The tense atmosphere further complicates the response to the pandemic. “There has been a strange mixture of fear and denial about the coronavirus here,” said Claire HaDuong, MSF head of mission in Yemen. “People haven’t wanted to accept the possibility that it could arrive, or that it was already circulating. But as soon as people have been faced with a case, it has caused panic. But then this is a country that lacks almost totally the means to respond to this outbreak, so it’s understandable that people are scared.”
Unfortunately it is now painfully obvious that the coronavirus is circulating widely across the whole of Yemen, with the 15-bed intensive care unit at al-Kuwait hospital in Sana’a full most of the time for the last four weeks. The team in Sana’a has witnessed a high rate of mortality. MSF teams have treated hundreds of patients with respiratory symptoms in each of our COVID-19 centers in Sana’a and Aden. Centers that MSF runs or supports in the north of Yemen, such as in Hajjah, Khamer, Ibb, Haydan, and Hodeidah, have also received patients, although in fewer numbers.
“I have been working in intensive care units for more than 14 years, and what’s new to me is the dramatic way in which people are dying here,” continued Dr. Jahlan. “They enter the emergency room walking, but they are already deeply deprived of oxygen without being aware of it, and they die in a surprisingly short amount of time. That is shocking.”
One reason behind the high mortality rates is that people often delay seeking care until it is too late. “Unfortunately this seems to be a by-product of the fear about the virus,” explained HaDuong. “People are waiting to come to the hospital until it’s much too late, and it makes it incredibly difficult to save them. We are saying to people: most cases of this virus will be mild, but please, if you have breathing difficulties, come sooner rather than later to see us.”
Dr. Jahlan knows all too well how the patients feel: after weeks of working in the treatment center with seriously ill patients, he became unwell himself. “I think it was the most difficult time of my life,” he said. “I felt that I was just gasping for breath, I worried that I was dying. I had such a high fever.” At first his wife was looking after him, and then she too became sick. Both, thankfully, are now better. But he says that many people he knows have not been so lucky. “A lot of my friends, especially those of them who are doctors, have been sick.”
“Five years of fighting had caused Yemen’s health care system to collapse in large parts,” said HaDuong. “Now COVID-19 has made that collapse complete, with many hospitals closing for fear of the virus, or for lack of staff and personal protective equipment. Many people will die of this virus, but we fear that many others will also die—what should have been preventable deaths—because health care is simply not available.”

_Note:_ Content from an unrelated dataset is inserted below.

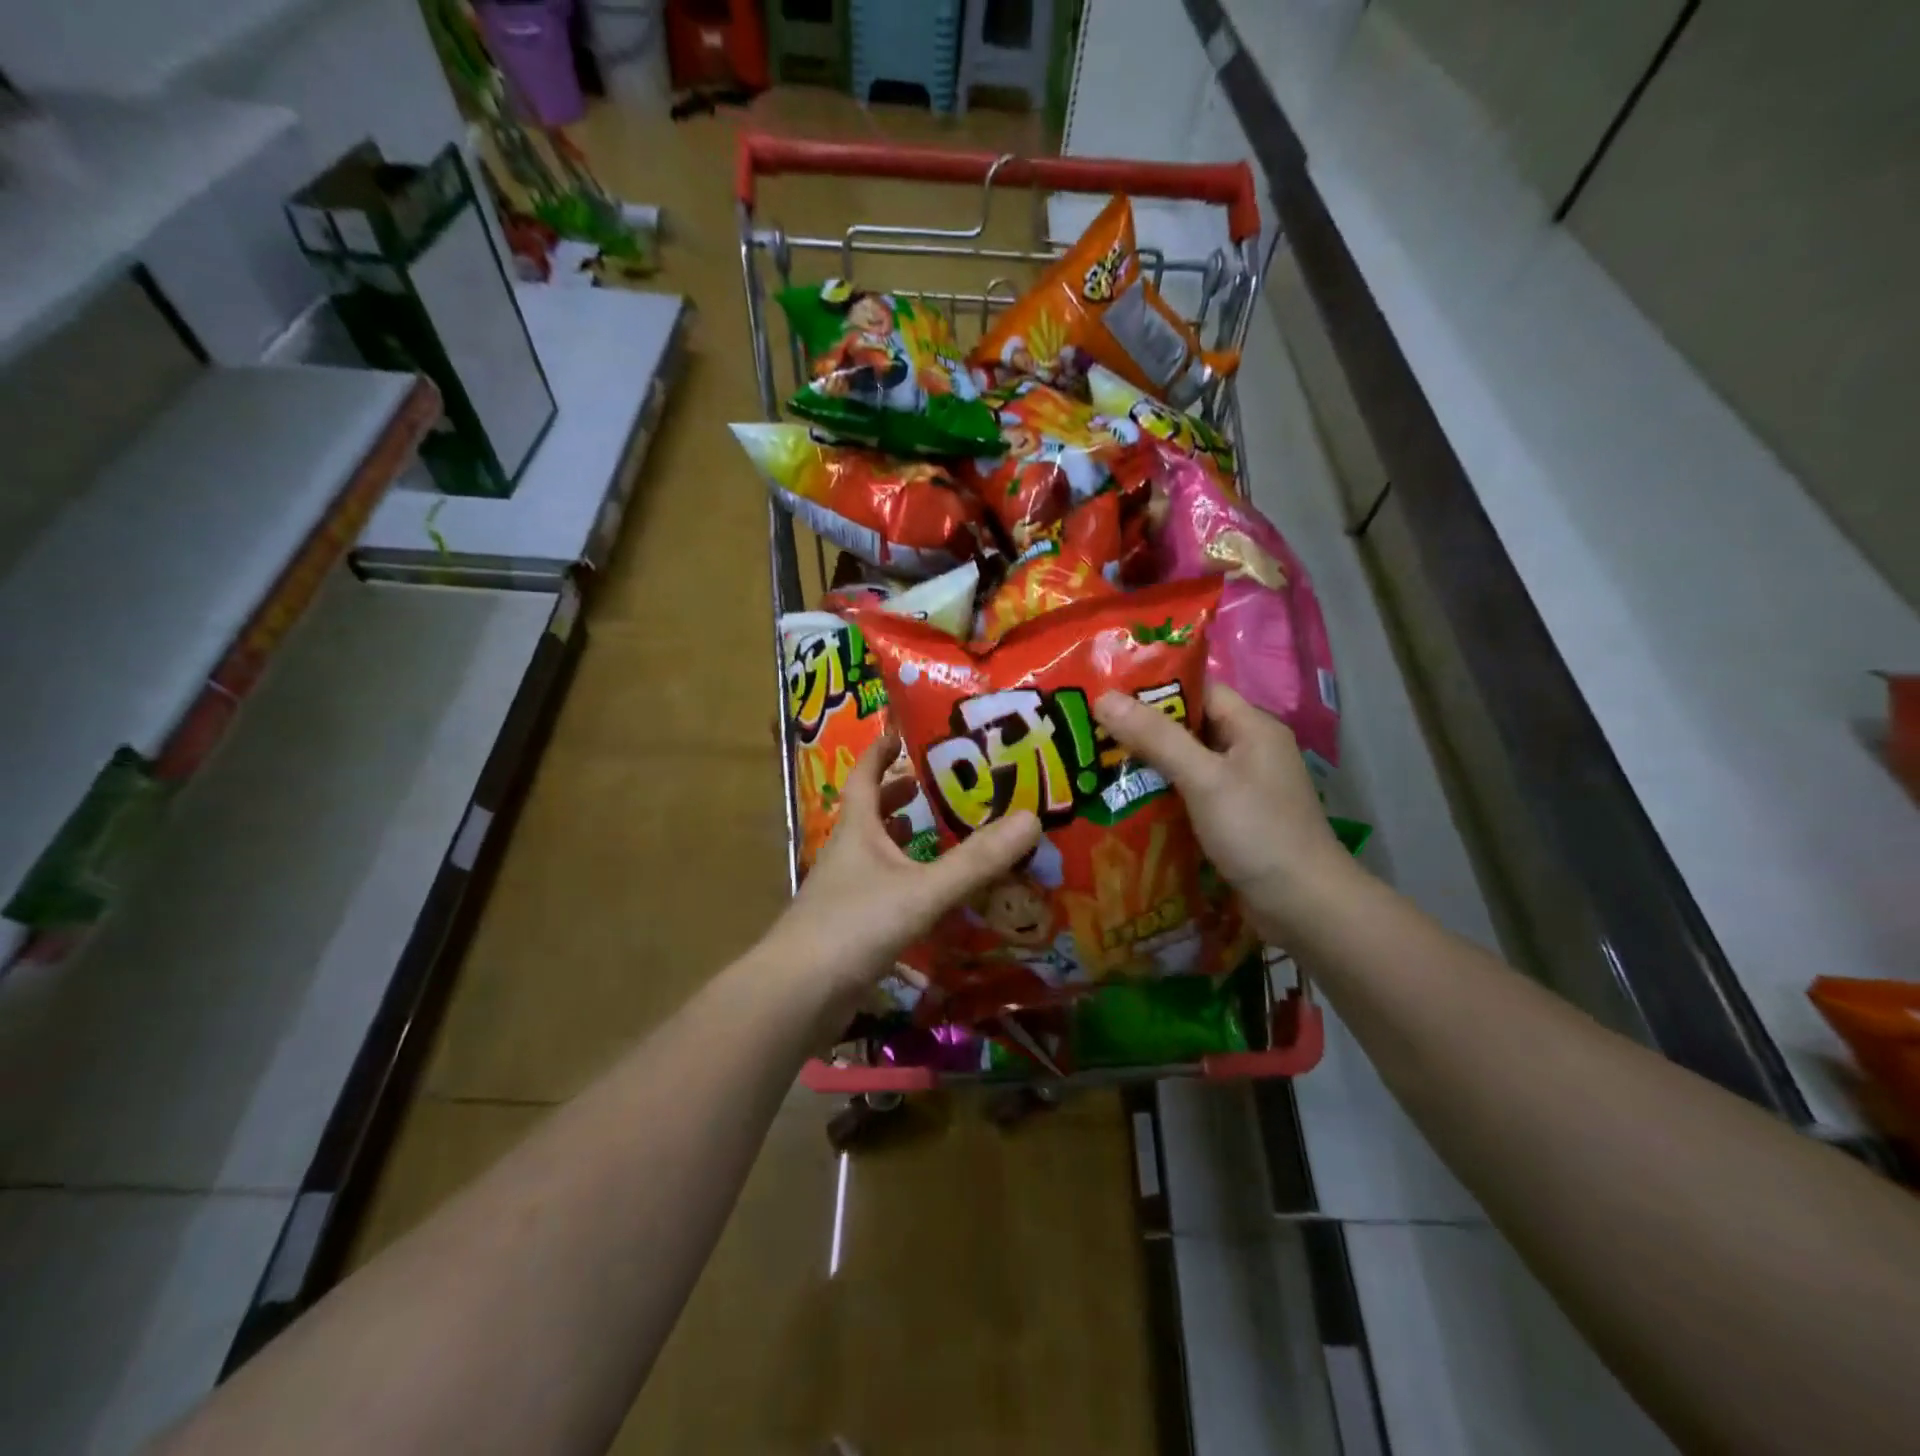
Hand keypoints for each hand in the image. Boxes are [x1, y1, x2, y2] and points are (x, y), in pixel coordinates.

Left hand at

MSF is doing all it can to both keep its regular health care programs open and respond to the COVID-19 outbreak in the country. Yet it remains difficult to bring staff and supplies into the country, and the scale of the needs is too great for any single organization to respond to. “We cannot face this crisis alone,” said HaDuong. “The United Nations and other donor states need to urgently find ways to step up the response, including through hands on interventions of medical humanitarian agencies and support to the Yemeni health system with money to pay health care staff, equipment to protect them, and oxygen concentrators to help sick patients breathe. The local authorities need to facilitate the work of international organizations like MSF who are working with them to respond to the virus, ensuring the entry of medical supplies and international staff to reinforce teams on the ground.”
As for Dr. Jahlan, he is now preparing to get back to work after his recovery from COVID-19. “A lot of my friends and colleagues were shocked that I would go back to work in the COVID-19 center,” he said. “They asked me, ‘Are you crazy?’ I told them that now I am more motivated than ever, because now after being sick I know how much these patients are suffering from the virus, and how much they need us.”